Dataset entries
#####

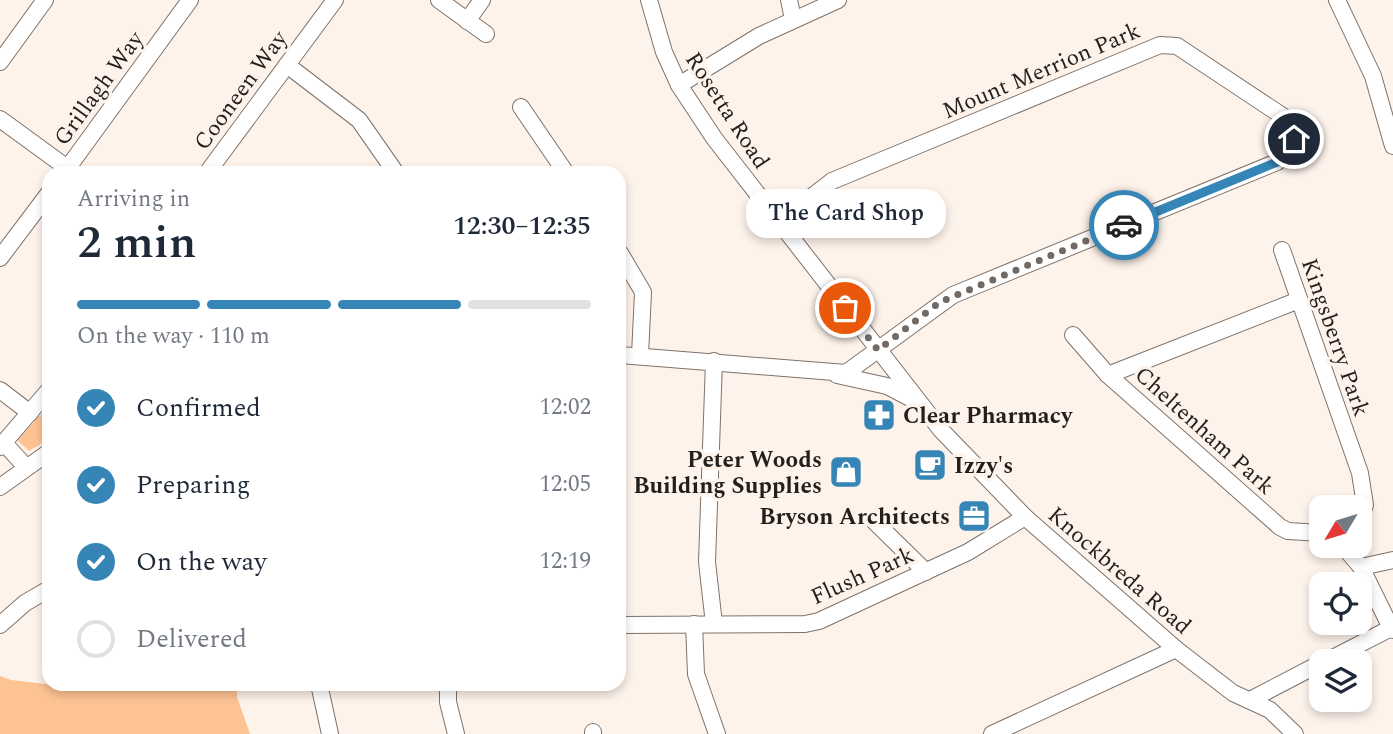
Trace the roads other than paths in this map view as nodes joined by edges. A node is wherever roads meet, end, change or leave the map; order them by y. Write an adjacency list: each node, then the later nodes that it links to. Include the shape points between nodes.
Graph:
1 (45, 0): 13 (street)
2 (190, 0): 20 (street, Grillagh Way)
3 (335, 0): 14 (street, Cooneen Way)
4 (439, 0): 11 (street)
5 (482, 0): 11 (street)
6 (649, 0): 15 (street, Rosetta Road, via 663,52)
7 (789, 0): 10 (street)
8 (838, 0): 10 (street)
9 (1337, 0): 18 (street, via 1373,76)
10 (793, 19): 15 (street)
11 (467, 21): 12 (street)
12 (486, 34)
13 (0, 62)
14 (288, 65): 21 (street, Cooneen Way); 22 (street, via 359,120)
15 (679, 85): 25 (street, Rosetta Road)
16 (521, 107): 23 (street)
17 (0, 119): 19 (street)
18 (1393, 146)
19 (60, 166)
20 (72, 166)
21 (212, 166)
22 (391, 166)
23 (561, 166)
24 (42, 202): 27 (street)
25 (779, 222): 31 (street, Rosetta Road); 31 (street, Mount Merrion Park, via 832,181 1169,43 1284,117 1291,127 1293,146 1277,162 953,295)
26 (1282, 250): 29 (street, Kingsberry Park)
27 (0, 258)
28 (626, 263): 33 (street, via 643,292)
29 (1299, 300): 36 (street); 45 (street, Kingsberry Park, via 1360,473)
30 (1073, 335): 36 (street, Cheltenham Park)
31 (878, 350): 35 (street, via 854,369); 39 (street, Rosetta Road)
32 (626, 355): 33 (street)
33 (640, 355): 34 (street)
34 (714, 361): 35 (street); 55 (street, via 707,562)
35 (833, 374): 39 (street, via 887,386)
36 (1108, 375): 48 (street, Cheltenham Park, via 1280,527)
37 (0, 390): 40 (street)
38 (42, 398): 40 (street)
39 (917, 402): 46 (street, Knockbreda Road)
40 (30, 413): 41 (street)
41 (2, 445): 43 (street)
42 (42, 457): 43 (street)
43 (26, 467): 44 (street)
44 (0, 487)
45 (1363, 495)
46 (1025, 517): 52 (street, Flush Park); 59 (street, Knockbreda Road)
47 (873, 520): 52 (street)
48 (1309, 532)
49 (1353, 558): 51 (street)
50 (1393, 560): 51 (street)
51 (1361, 567): 58 (street)
52 (926, 572): 55 (street, Flush Park, via 819,621)
53 (42, 592): 56 (street)
54 (694, 624): 55 (street, Flush Park); 57 (street, Flush Park); 67 (street, via 696,674)
55 (714, 624)
56 (0, 625)
57 (626, 625)
58 (1392, 629): 60 (street)
59 (1176, 649): 64 (street, Knockbreda Road, via 1211,679); 68 (street)
60 (1350, 649)
61 (1309, 669): 64 (street)
62 (321, 691): 65 (street)
63 (448, 691): 66 (street)
64 (1250, 700): 69 (street, Knockbreda Road, via 1270,710)
65 (330, 734)
66 (456, 734)
67 (717, 734)
68 (992, 734)
69 (1295, 734)

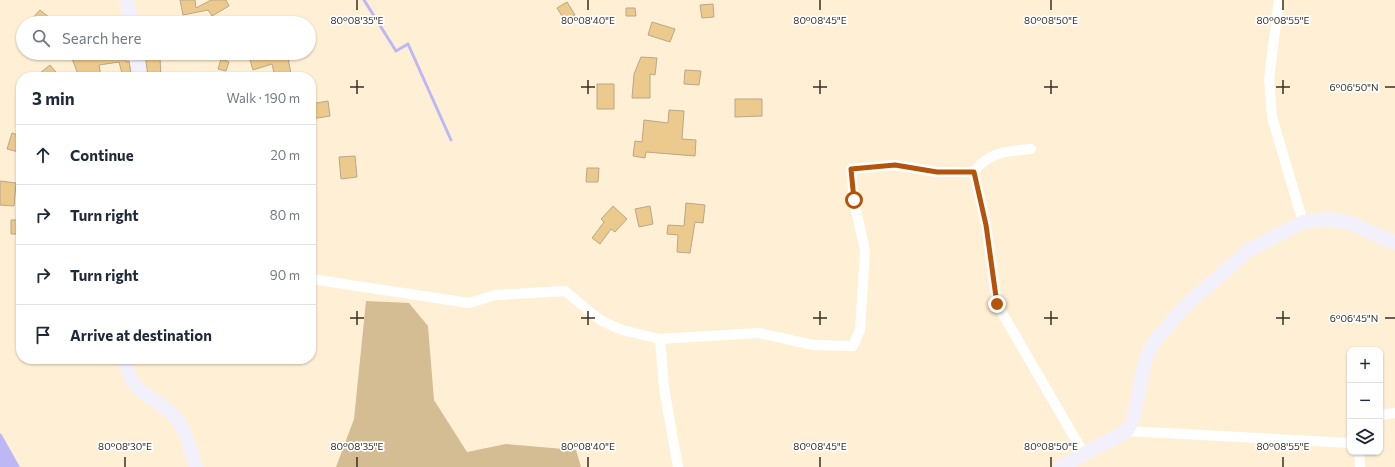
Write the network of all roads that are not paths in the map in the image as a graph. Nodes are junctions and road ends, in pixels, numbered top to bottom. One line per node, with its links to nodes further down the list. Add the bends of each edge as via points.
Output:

#####

EXERCISE BRIEF :: Across the entries above, find the lines with the string "roads" and copy them.

EXPECTED OUTPUT ::
Trace the roads other than paths in this map view as nodes joined by edges. A node is wherever roads meet, end, change or leave the map; order them by y. Write an adjacency list: each node, then the later nodes that it links to. Include the shape points between nodes.
Write the network of all roads that are not paths in the map in the image as a graph. Nodes are junctions and road ends, in pixels, numbered top to bottom. One line per node, with its links to nodes further down the list. Add the bends of each edge as via points.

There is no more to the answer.